* **What you should do**: For the word "main", count the lines of the data that include it and give only the total.

* **The data**:

★ ★ ★ ★ ★

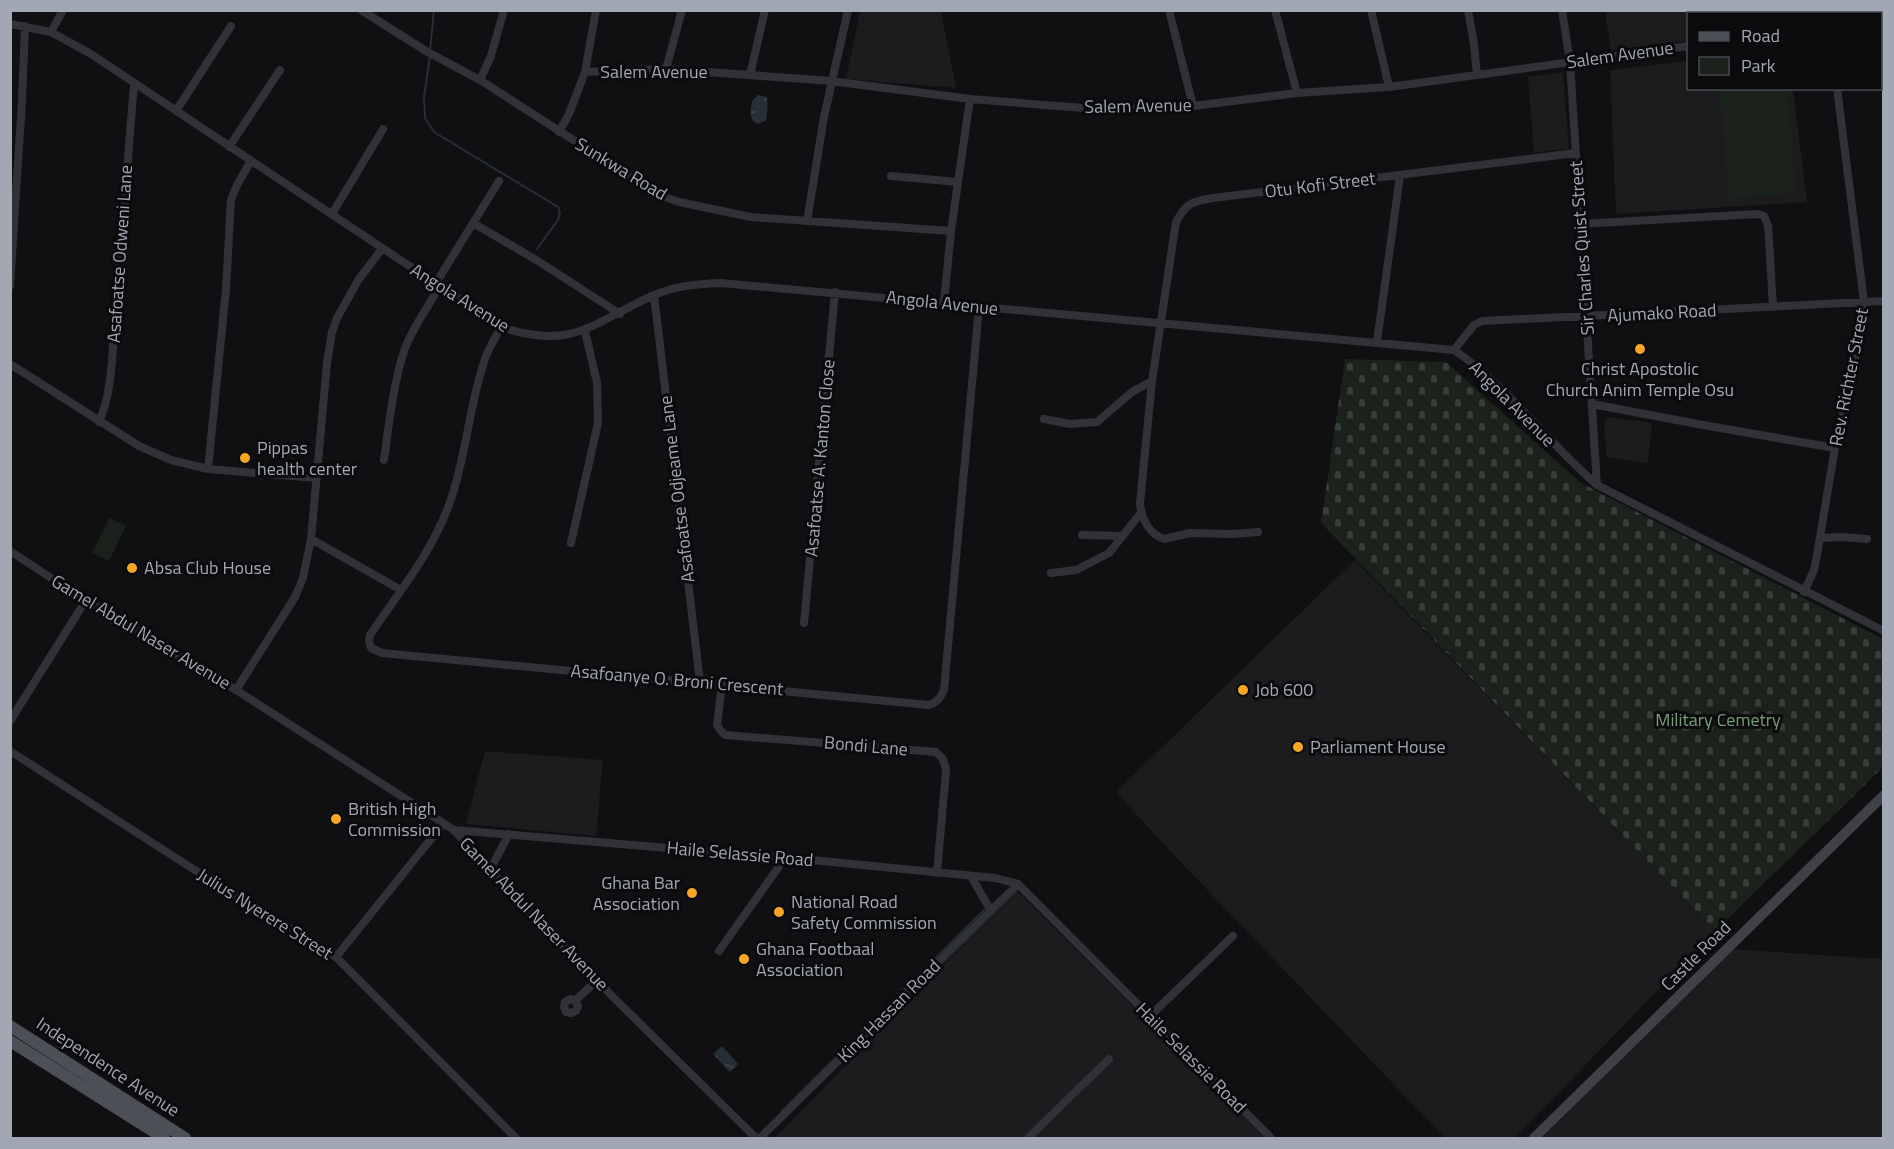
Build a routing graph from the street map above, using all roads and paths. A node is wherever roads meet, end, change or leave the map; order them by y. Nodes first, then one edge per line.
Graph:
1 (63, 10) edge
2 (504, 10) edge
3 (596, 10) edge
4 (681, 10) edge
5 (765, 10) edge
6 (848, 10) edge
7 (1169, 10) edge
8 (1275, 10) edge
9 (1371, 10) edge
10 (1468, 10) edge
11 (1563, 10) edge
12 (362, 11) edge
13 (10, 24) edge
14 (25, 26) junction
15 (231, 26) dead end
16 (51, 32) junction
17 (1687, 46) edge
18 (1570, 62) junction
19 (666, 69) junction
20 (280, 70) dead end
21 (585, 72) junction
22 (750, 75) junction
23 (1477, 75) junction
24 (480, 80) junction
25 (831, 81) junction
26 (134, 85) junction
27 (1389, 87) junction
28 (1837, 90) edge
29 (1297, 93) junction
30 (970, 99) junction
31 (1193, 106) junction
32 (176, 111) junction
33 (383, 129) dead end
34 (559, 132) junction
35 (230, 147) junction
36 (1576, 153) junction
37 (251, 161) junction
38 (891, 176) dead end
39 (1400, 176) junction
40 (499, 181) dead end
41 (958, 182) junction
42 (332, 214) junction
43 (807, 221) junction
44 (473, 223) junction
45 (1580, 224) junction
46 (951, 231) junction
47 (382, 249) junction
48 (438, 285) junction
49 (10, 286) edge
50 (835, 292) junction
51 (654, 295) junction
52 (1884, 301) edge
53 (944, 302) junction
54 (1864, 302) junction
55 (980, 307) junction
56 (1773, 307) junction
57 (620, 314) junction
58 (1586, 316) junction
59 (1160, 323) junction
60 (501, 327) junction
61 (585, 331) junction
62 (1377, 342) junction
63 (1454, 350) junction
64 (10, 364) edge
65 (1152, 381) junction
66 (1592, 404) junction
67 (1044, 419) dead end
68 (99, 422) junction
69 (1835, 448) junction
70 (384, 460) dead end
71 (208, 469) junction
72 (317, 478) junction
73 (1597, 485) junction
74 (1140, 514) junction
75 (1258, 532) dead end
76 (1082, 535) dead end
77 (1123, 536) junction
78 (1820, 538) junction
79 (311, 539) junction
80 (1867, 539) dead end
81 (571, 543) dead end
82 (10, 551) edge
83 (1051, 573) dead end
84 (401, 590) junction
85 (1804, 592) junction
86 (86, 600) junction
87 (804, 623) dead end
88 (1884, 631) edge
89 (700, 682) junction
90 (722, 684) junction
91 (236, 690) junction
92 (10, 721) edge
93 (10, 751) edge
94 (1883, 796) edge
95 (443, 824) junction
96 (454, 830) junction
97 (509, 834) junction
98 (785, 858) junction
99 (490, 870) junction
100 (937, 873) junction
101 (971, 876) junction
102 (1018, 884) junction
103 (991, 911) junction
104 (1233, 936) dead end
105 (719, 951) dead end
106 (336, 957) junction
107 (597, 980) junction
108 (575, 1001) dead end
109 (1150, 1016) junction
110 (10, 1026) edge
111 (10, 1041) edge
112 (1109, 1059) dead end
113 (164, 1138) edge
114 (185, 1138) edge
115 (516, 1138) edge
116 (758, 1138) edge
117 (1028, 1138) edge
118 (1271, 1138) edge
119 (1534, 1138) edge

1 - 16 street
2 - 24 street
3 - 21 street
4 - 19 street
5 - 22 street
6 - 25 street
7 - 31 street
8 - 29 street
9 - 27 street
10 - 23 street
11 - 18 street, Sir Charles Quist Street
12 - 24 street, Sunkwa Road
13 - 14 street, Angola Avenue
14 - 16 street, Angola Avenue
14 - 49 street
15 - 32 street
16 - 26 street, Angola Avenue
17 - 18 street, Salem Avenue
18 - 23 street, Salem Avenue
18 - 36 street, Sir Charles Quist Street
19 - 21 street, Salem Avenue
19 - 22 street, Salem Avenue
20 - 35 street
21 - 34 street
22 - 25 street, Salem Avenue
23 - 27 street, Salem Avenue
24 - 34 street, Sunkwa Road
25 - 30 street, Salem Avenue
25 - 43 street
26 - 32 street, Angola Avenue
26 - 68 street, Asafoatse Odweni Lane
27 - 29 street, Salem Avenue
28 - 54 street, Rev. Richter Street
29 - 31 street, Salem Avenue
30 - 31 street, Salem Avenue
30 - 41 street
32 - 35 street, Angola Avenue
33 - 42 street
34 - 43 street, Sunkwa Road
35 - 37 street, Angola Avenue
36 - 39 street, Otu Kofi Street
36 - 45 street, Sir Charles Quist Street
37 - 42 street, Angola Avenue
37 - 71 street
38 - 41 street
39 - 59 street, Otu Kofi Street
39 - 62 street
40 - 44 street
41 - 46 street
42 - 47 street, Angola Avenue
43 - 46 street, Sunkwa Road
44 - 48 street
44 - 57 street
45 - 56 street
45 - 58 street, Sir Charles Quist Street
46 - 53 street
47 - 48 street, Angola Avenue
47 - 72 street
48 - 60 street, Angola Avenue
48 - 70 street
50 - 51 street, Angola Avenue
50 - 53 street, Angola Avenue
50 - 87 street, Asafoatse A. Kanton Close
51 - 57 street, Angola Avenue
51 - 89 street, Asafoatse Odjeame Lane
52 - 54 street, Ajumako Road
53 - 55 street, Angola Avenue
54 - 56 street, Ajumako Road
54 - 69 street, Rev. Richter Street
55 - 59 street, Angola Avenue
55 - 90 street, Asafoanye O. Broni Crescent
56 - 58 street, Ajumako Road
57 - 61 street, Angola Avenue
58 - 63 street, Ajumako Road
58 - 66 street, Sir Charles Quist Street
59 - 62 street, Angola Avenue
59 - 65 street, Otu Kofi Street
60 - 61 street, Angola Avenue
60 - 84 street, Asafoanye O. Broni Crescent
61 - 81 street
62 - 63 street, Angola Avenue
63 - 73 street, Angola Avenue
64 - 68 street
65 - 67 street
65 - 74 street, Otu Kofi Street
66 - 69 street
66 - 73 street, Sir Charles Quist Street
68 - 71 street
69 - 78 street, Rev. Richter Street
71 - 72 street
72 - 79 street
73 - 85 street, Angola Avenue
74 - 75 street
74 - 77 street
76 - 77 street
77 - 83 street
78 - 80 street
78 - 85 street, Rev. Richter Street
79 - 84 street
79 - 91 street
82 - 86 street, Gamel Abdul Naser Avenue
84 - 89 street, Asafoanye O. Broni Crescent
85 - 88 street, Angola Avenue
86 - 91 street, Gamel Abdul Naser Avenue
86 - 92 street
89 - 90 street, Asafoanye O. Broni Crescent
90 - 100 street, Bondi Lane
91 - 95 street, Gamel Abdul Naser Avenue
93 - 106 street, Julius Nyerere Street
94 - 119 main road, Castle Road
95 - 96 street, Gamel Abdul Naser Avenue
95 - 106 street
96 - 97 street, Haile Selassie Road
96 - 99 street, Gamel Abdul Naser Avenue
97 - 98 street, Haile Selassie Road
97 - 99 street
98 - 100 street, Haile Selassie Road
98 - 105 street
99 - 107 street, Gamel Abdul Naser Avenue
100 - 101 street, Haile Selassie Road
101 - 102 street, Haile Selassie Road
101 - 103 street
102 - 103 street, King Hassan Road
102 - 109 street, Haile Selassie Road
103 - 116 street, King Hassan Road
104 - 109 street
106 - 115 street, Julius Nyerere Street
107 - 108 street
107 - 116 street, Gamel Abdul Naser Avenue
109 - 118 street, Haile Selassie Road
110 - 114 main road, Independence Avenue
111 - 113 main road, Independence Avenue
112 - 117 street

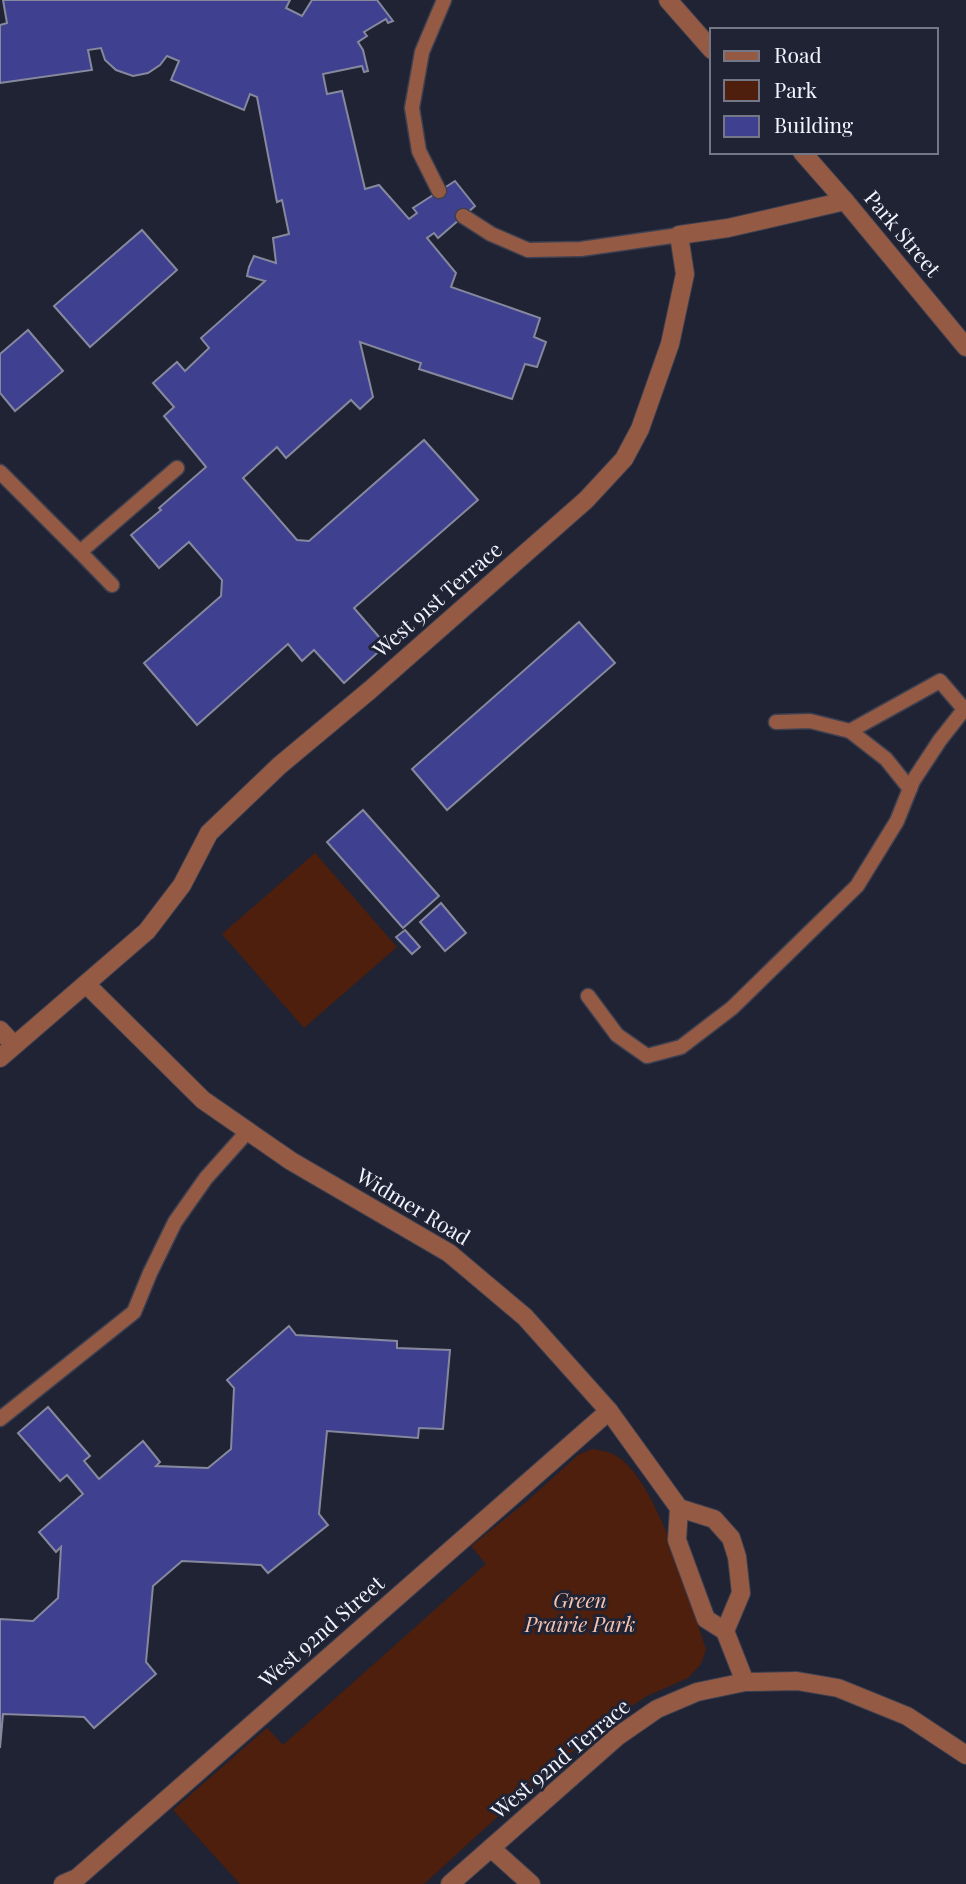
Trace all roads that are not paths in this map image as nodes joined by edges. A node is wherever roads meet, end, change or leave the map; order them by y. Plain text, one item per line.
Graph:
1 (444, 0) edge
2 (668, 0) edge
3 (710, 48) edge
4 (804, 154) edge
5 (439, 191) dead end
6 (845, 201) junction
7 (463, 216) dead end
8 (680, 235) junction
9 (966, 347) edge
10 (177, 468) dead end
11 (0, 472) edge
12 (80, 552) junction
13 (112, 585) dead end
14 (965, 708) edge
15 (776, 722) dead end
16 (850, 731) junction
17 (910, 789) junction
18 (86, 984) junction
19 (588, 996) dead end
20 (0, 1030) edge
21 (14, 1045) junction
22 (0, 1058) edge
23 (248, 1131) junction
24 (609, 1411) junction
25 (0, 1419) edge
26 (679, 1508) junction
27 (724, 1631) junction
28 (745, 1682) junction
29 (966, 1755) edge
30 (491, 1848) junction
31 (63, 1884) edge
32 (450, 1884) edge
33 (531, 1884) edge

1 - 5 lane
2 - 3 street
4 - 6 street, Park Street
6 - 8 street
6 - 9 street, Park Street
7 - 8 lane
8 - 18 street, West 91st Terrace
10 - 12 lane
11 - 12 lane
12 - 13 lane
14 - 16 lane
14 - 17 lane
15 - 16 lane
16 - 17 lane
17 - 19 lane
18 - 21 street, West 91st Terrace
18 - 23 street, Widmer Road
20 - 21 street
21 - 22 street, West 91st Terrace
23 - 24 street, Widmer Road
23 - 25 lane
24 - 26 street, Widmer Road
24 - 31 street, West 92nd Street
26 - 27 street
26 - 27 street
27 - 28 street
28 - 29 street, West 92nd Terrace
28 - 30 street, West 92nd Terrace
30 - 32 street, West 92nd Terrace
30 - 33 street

★ ★ ★ ★ ★

* **Your solution**: 3